Je ne suis ni un adepte inconditionnel ni encore moins un consommateur impénitent et invétéré des drogues appelées douces, mais par souci de participer à un débat d’idées faisant rage sous d’autres cieux, que j’aborde un tel sujet afin de délimiter le périmètre et le pourtour d’une question qui fait couler beaucoup d’encre et de salive: la dépénalisation ou la légalisation de la consommation de ces drogues.
De prime à bord, je veux préciser la terminologie qui sera utilisée tout au long de cette réflexion afin d’éviter tout amalgame et incompréhension sur la portée réelle des idées avancées.
Drogue douce par opposition à drogue dure dont la consommation entraine obligatoirement addiction. Des études sérieuses ont démontré que l’utilisation de ces drogues douces ne conduit pas à des phénomènes particuliers d’accoutumance et de dépendance et ne mène pas inéluctablement à la drogue dure.
Mais bien plus, soutiennent d’autres études scientifiques qui mettent en avant l’effet thérapeutique d’une utilisation modérée et à petites doses de ces drogues tel que le traitement des migraines, allégement des nausées et des douleurs liées à la chimiothérapie, empêchement de crises d’épilepsie, maitrise de la paralysie en cas de sclérose en plaque…
La dépénalisation se traduit par la disparition du caractère pénal attribué à la consommation de ces drogues considérée comme une infraction passible en Tunisie d’une peine d’un an d’emprisonnement et d’une amande allant jusqu’à 2000 DT.
La légalisation est entendue en tant que procédure pour rendre légal tel ou tel acte.
La politique répressive suivie jusque-là en matière de lutte contre la consommation de ces drogues s’est avérée vaine et improductive.
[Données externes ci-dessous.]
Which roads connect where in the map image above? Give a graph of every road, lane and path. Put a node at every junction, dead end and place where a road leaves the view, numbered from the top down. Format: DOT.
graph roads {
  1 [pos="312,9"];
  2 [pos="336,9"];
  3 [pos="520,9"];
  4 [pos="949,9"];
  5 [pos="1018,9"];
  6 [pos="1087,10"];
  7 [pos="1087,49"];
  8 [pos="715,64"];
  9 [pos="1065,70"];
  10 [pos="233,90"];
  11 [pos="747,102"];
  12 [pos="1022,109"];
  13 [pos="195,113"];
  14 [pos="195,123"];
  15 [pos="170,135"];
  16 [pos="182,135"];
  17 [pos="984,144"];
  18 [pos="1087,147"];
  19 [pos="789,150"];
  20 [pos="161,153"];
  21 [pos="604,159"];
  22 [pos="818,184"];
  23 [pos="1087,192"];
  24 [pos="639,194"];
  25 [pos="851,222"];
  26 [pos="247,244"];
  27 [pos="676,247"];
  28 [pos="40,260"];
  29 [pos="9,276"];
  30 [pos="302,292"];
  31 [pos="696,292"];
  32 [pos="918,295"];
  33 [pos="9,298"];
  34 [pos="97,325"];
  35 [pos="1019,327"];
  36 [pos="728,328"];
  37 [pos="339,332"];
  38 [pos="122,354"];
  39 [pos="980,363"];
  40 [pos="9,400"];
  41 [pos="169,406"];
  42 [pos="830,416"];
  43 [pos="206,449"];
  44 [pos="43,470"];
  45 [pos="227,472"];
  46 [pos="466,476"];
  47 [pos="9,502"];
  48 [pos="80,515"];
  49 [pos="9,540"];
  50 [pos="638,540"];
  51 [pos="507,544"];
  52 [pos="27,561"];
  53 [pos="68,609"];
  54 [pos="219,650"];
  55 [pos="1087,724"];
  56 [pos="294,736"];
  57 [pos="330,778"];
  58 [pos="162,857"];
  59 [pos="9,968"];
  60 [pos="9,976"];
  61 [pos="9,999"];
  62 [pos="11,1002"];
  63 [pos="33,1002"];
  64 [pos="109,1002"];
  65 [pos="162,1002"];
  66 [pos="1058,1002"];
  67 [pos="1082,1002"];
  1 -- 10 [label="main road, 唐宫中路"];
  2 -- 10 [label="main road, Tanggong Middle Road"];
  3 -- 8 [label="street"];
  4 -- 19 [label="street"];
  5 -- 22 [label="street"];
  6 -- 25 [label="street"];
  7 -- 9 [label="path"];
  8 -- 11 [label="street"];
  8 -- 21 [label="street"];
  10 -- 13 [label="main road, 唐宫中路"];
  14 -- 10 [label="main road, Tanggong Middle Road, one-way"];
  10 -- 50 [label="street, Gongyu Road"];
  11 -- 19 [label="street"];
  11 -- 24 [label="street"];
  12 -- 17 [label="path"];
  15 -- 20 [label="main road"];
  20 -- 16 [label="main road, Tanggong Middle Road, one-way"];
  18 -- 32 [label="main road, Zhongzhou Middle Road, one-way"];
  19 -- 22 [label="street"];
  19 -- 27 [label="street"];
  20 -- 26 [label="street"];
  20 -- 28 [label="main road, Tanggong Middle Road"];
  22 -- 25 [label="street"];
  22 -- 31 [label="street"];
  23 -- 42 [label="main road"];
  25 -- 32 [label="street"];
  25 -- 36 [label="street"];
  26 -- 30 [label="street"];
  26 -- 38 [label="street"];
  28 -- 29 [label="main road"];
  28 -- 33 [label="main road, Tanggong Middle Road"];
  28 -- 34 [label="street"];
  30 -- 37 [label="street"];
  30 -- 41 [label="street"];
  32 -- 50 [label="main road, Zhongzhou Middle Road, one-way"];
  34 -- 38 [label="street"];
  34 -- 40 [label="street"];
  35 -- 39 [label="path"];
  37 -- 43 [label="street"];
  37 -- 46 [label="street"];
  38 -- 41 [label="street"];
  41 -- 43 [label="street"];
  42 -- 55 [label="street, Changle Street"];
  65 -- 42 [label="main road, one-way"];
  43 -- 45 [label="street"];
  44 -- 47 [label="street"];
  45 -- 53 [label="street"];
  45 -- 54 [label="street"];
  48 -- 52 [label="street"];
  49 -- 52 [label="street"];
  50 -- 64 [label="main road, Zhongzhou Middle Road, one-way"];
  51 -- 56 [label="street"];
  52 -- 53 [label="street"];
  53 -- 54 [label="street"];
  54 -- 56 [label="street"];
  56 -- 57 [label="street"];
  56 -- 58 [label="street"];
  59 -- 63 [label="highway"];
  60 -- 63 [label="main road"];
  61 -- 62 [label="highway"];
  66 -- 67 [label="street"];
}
Non seulement elle n’est pas dissuasive, mais n’a eu aucun impact sur le niveau de la consommation. La prohibition enrichit par contre les mafias et encourage la corruption à tous les niveaux.
Une légalisation partielle et contrôlée par l’Etat, peut contribuer à mieux lutter contre les trafics et les dealers.
Des études fiables ont démontrées qu'une dépénalisation diminue la consommation de ces drogues en suivant en première étape une courbe ascendante due à l’effet de vouloir essayer par curiosité. Un pic est observé mais passée cette période initiale de vouloir découvrir, une banalisation et un retour à la normale voire une baisse de la consommation sont constatés. Tout ce qui est illicite et interdit est recherché. Certains pays ont même légalisé leurs ventes sur ordonnance pour leur effets thérapeutiques et ont considéré qu'elles ne sont pas un drame pour la santé publique tel que l’alcool ou la cigarette qui ont toujours fait partie de nos us culturels et pourtant les effets extrêmes de ces drogues ne sont pas aussi dangereux que ceux d’une consommation de l’alcool et du tabac.
Le rôle de la société civile à travers les associations ainsi que celui de l’Etat serait important pour jouer le rôle préventif. Il serait mieux pour tout le monde que l’Etat investisse dans des campagnes de sensibilisation qui seraient beaucoup moins coûteuses que la solution carcérale.
Je n’ai pas pour but de chatouiller les fibres émotionnelles et passionnelles du tunisien : commun des mortel, hommes politiques, législateur en mettant en avant le cas du simple citoyen jeune, éduqué, instruit, qui voit sa vie, ses rêves, ses projets, basculer dans le néant pour un joint pris dans un moment d’égarement, ni par ailleurs d’évoquer la Constitution qui formule d’une façon très nette que la liberté de l’individu consiste à ne pas faire ce qui peut nuire à autrui.
La Tunisie, à travers son histoire récente surtout celle lors de la construction d’un Etat moderne et tourné vers l’avenir durant la période post-coloniale a toujours pris des initiatives et une législation avant-gardiste pour instaurer un modèle de société en phase avec son environnement naturel et bâtir un pays très innovateur qui ne rame pas contre le courant du progrès ( CSP, éducation, légalisation de l’IVG…)
Continuons à faire de la Tunisie un pays précurseur en dépénalisant la consommation des drogues douces. Une légalisation graduelle, partielle et contrôlée par l’Etat peut en réduire et baisser la consommation et porter un coup fatal aux abus des engraissés de la filière. J’appelle l’Assemblée Constituante qui prendra les rênes le 24 octobre, à débattre de la question et à légiférer pour une dépénalisation de la consommation et d’édicter des règles d’application. La Tunisie a bien été pionnière dans ce qu'on a tendance à appeler le printemps arabe, qu'elle le soit aussi en la matière.